*Data supplied*:
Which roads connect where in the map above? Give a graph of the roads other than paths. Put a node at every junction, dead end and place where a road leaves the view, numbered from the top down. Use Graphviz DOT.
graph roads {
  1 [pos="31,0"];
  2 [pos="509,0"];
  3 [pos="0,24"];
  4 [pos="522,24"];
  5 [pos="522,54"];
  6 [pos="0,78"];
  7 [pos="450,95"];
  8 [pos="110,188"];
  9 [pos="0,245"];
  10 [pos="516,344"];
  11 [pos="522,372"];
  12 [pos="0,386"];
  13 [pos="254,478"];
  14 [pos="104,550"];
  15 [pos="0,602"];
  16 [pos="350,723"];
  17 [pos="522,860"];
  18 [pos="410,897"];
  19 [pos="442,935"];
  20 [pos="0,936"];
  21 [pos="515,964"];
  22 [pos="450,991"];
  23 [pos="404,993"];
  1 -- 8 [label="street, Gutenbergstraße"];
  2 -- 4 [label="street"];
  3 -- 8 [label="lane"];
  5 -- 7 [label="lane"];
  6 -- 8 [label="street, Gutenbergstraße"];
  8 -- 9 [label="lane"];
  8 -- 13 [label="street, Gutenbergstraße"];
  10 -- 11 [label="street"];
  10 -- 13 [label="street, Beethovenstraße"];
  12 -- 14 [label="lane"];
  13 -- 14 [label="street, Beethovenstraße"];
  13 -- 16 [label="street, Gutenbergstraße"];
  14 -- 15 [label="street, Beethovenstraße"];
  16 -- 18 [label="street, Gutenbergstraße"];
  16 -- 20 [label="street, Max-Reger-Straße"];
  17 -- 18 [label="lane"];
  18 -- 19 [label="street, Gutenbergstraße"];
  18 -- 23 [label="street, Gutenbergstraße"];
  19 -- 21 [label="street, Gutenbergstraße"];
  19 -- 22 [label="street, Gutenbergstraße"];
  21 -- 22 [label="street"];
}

---

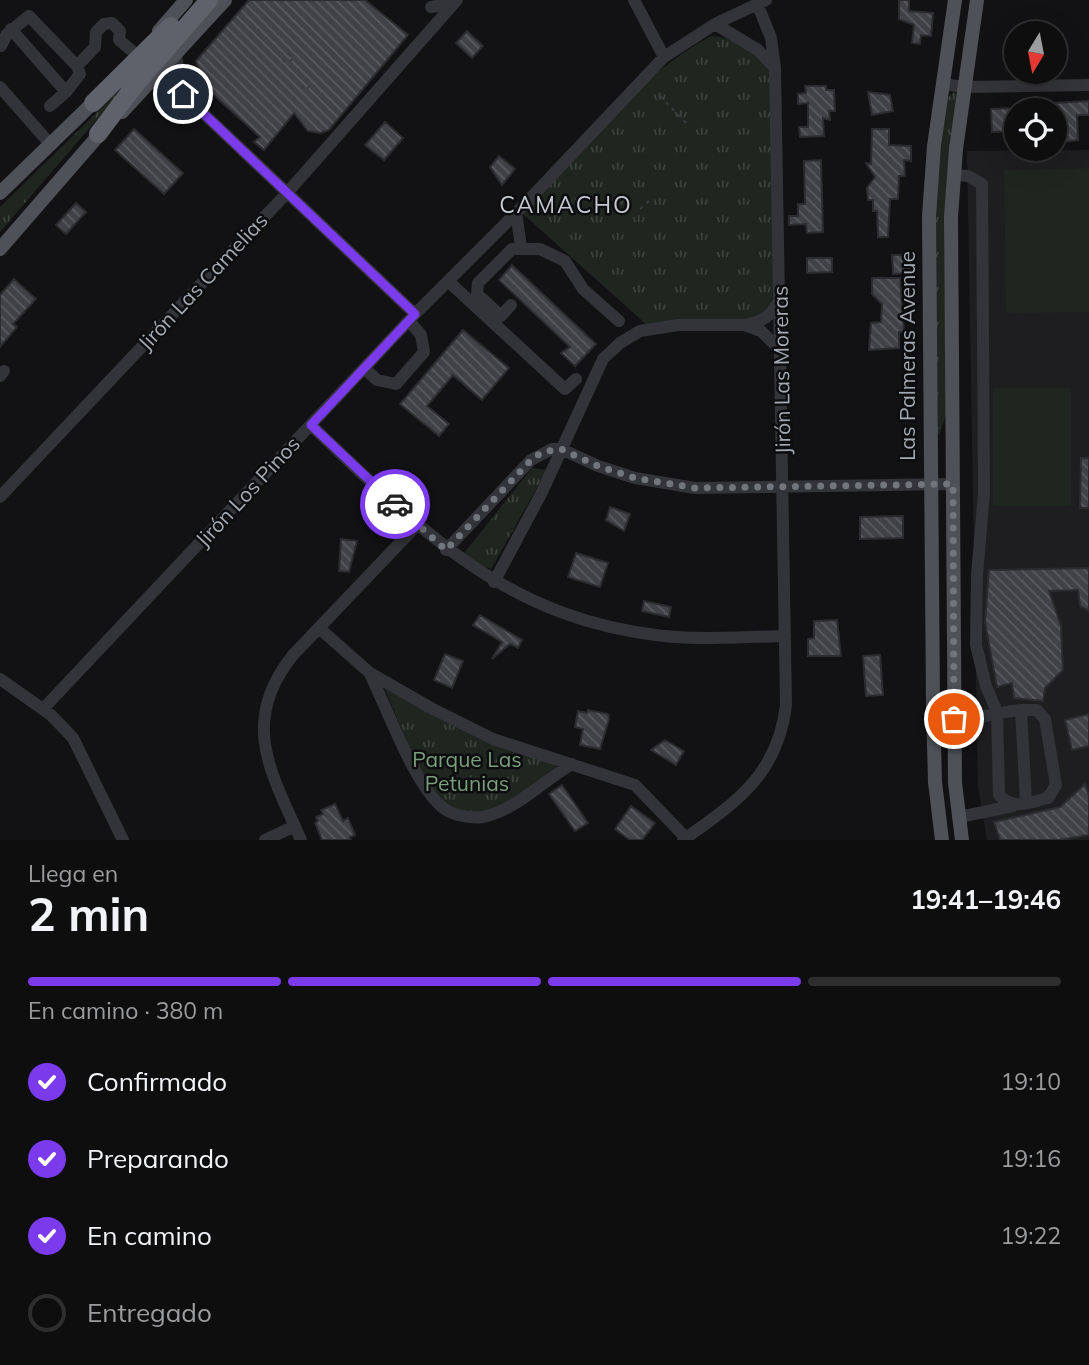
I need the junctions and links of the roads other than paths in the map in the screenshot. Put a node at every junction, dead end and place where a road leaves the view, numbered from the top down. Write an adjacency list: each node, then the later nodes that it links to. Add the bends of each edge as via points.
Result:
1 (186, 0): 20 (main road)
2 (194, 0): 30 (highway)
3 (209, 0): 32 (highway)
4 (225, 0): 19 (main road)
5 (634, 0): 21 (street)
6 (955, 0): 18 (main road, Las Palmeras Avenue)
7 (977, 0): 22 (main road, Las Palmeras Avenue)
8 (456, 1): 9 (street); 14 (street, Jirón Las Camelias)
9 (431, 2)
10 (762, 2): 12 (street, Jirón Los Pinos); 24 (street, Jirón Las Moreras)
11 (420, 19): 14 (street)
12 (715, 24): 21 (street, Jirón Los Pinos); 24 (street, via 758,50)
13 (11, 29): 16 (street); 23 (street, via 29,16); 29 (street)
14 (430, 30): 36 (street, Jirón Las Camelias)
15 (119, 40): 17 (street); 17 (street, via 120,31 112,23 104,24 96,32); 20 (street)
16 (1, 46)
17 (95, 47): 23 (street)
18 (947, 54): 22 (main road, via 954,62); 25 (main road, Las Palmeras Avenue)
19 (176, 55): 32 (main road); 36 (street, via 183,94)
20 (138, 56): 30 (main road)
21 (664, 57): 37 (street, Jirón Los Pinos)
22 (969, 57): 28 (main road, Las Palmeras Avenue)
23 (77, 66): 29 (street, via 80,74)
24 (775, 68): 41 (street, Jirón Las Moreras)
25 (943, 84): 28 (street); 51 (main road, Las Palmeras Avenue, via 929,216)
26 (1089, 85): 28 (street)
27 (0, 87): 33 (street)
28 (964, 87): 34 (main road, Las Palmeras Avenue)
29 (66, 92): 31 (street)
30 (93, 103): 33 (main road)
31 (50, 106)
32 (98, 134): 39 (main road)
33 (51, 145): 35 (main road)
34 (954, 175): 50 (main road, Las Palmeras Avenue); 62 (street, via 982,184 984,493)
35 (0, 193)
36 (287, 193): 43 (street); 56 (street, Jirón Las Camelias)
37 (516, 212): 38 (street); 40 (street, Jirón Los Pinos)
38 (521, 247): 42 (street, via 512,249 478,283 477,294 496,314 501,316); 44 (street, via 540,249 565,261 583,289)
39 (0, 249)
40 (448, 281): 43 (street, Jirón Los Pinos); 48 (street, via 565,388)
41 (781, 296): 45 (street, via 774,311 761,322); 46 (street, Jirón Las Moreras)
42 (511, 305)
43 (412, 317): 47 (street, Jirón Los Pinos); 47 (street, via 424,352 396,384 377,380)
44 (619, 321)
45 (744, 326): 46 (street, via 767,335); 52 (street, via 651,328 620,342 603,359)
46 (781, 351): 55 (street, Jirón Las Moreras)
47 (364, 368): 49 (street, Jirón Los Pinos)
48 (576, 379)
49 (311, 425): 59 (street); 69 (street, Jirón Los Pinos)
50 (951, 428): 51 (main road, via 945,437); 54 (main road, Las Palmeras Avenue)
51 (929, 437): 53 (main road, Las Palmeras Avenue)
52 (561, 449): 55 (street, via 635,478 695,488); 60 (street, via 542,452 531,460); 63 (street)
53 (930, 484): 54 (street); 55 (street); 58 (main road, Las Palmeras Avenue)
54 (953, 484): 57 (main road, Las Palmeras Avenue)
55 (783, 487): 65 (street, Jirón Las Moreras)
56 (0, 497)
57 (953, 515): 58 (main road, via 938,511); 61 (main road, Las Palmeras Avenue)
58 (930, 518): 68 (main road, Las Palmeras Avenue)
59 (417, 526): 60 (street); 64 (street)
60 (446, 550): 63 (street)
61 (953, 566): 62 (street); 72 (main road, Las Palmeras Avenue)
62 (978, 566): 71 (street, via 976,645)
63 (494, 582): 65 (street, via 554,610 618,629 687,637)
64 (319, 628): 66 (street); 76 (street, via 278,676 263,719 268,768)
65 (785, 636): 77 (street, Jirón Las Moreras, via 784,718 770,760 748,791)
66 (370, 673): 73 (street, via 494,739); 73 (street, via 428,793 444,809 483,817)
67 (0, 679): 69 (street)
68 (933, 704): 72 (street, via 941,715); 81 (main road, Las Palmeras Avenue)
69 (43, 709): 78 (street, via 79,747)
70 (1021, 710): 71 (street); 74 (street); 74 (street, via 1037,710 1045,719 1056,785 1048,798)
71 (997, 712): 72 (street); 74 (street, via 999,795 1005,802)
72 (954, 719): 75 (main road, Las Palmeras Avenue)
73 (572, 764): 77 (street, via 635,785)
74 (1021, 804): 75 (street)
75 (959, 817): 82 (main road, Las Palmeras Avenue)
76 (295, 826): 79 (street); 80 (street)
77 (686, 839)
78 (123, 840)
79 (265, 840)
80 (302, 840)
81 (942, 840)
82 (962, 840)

*What the exercise asks*: List the lines of the material in which the word "Camelias" occurs.

*Finished task*:
8 (456, 1): 9 (street); 14 (street, Jirón Las Camelias)
14 (430, 30): 36 (street, Jirón Las Camelias)
36 (287, 193): 43 (street); 56 (street, Jirón Las Camelias)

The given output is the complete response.